Working in four-aircraft teams guided by ground controllers watching the skies with radar, the enemy would guide one MiG ahead of a Skyknight, where it would be painted by the F3D’s radar. Trailing below and behind the lead MiG-15 would be three more. Once the F3D crew was engrossed in pursuing the first MiG, the trailing MiGs zoom-climbed onto the Skyknight’s tail. MiGs had a phenomenal climb rate, and if the Skyknight crew wasn’t paying attention to the tail radar, the next sound they’d hear would be the shells from a MiG’s cannon hitting their aircraft.

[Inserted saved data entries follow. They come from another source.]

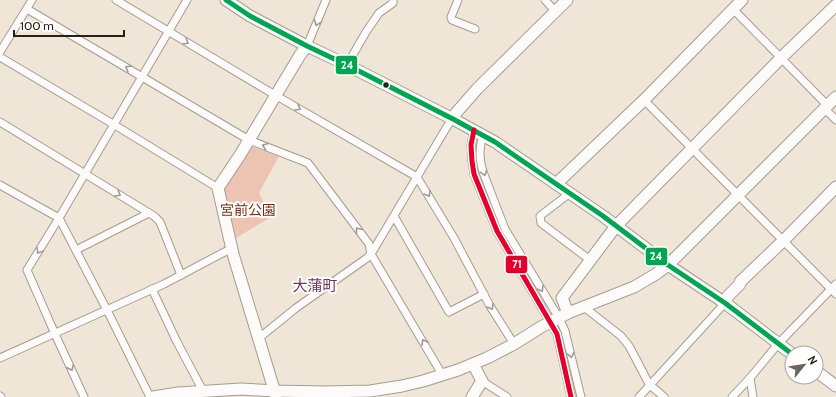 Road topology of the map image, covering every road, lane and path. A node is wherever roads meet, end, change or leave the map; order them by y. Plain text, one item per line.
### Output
1 (32, 0) edge
2 (116, 0) edge
3 (186, 0) edge
4 (226, 0) edge
5 (326, 0) edge
6 (393, 0) edge
7 (458, 0) edge
8 (544, 0) edge
9 (567, 0) edge
10 (742, 0) edge
11 (836, 5) edge
12 (27, 8) junction
13 (733, 9) junction
14 (555, 11) junction
15 (475, 29) dead end
16 (168, 31) junction
17 (307, 46) junction
18 (0, 52) edge
19 (0, 57) edge
20 (782, 58) junction
21 (347, 65) junction
22 (141, 76) junction
23 (275, 95) junction
24 (836, 97) edge
25 (644, 100) junction
26 (826, 107) junction
27 (453, 119) junction
28 (836, 120) edge
29 (0, 122) edge
30 (113, 124) junction
31 (478, 132) junction
32 (249, 140) junction
33 (692, 148) junction
34 (85, 173) junction
35 (417, 177) junction
36 (556, 184) junction
37 (0, 185) edge
38 (836, 187) edge
39 (218, 188) junction
40 (570, 193) junction
41 (738, 195) junction
42 (149, 213) junction
43 (394, 216) junction
44 (59, 218) junction
45 (616, 226) junction
46 (783, 241) junction
47 (232, 248) junction
48 (76, 250) junction
49 (371, 254) junction
50 (590, 260) junction
51 (668, 265) junction
52 (181, 275) junction
53 (152, 289) junction
54 (834, 289) edge
55 (484, 294) junction
56 (725, 303) junction
57 (584, 308) junction
58 (107, 310) junction
59 (559, 318) junction
60 (55, 334) junction
61 (259, 338) junction
62 (514, 344) junction
63 (778, 344) junction
64 (784, 348) edge
65 (0, 358) edge
66 (473, 364) junction
67 (443, 376) junction
68 (824, 377) edge
69 (750, 378) junction
70 (482, 381) junction
71 (650, 385) junction
72 (836, 386) edge
73 (203, 391) junction
74 (276, 394) edge
75 (371, 394) edge
76 (84, 397) edge
77 (150, 397) edge
78 (153, 397) edge
79 (472, 397) edge
80 (508, 397) edge
81 (571, 397) edge
82 (581, 397) edge
83 (640, 397) edge
84 (664, 397) edge
85 (732, 397) edge
86 (753, 397) edge

1 - 12 street
2 - 16 street
3 - 16 street
4 - 17 street
5 -> 17 street
6 - 21 street
7 - 15 street
8 - 14 street
9 - 14 street
10 - 13 street
11 - 20 street
12 - 18 street
22 -> 12 street
13 - 20 street
13 - 25 street
14 - 27 street
16 - 22 street
16 -> 23 street
17 - 21 street
17 - 23 street
19 - 30 street
20 - 26 street
20 - 33 street
21 - 27 street
22 - 30 street
22 - 32 street
23 - 32 street
23 -> 35 street
24 - 26 street
25 - 33 street
25 - 36 street
26 - 28 street
26 - 41 street
27 - 31 street
27 - 35 street
29 - 34 street
30 - 34 street
30 - 39 street
31 - 36 street
31 -> 59 street
31 - 59 street
32 - 39 street
49 -> 32 street
33 - 41 street
33 - 45 street
34 -> 42 street
34 - 44 street
35 - 43 street
35 -> 55 street
36 - 40 street
37 - 44 street
38 - 46 street
39 - 47 street
40 - 45 street
40 - 50 street
41 - 46 street
41 - 51 street
42 - 48 street
42 - 52 street
43 - 49 street
43 - 55 street
44 - 48 street
44 -> 60 street
45 - 50 street
45 - 51 street
46 - 54 street
46 - 56 street
47 - 52 street
47 - 61 street
48 - 58 street
49 - 61 street
67 -> 49 street
50 - 59 street
51 - 56 street
51 - 57 street
52 - 53 street
53 - 58 street
53 - 73 street
54 - 63 street
55 -> 62 street
56 - 63 street
56 - 71 street
57 - 59 street
57 - 71 street
58 - 60 street
58 - 77 street
59 - 62 street
59 - 81 street
59 -> 82 street
60 - 65 street
60 -> 76 street
61 - 74 street
62 - 66 street
63 - 64 street
63 - 69 street
66 - 67 street
66 - 70 street
67 - 75 street
68 - 72 street
69 - 85 street
69 - 86 street
70 - 79 street
70 - 80 street
71 - 83 street
71 - 84 street
73 - 74 street
73 - 78 street
74 - 75 street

Wrote O’Rourke about MiG tactics: “They had no airborne radars and had to rely completely upon their ground controllers to get them to within visual range behind us, which they did extremely well.” On a coal-black night in July 1953, flying a bomber escort mission over North Korea, O’Rourke was nearly bagged, but for the warning radar in his airplane’s tail. “We went around and around like blindfolded wrestlers,” he wrote, “catching a hint of a target here, then there, then having one spot us for an instant, turning sharply to throw him off.” The MiGs were tenacious; only after they began to run low on fuel did they break off.
O’Rourke is certain that the July 2, 1953 loss of a Skyknight piloted by Lieutenant Bob Bick was due to the same trap. Bick reported firing on a target ahead, then sent a terse final radio message: “Taken a couple of 37s.” (MiGs fired 37-mm cannon rounds.)
Jet v. Biplane
Eugene “Mule” Holmberg was a young Marine staff sergeant in 1953 when he was posted to VMF(N)-513 as a Skyknight radar operator. Holmberg immediately liked the big jet. Its roomy cockpit accommodated his sizable frame, and its Westinghouse AN/APQ-35 radar was the most formidable airborne radar system of the day. “I loved it, just a super plane for a night fighter,” he says. “Our planes had a track-while-scan capability that no one else had at the time.” The Skyknight’s radar system could lock on to a target and continue to search ahead for other threats.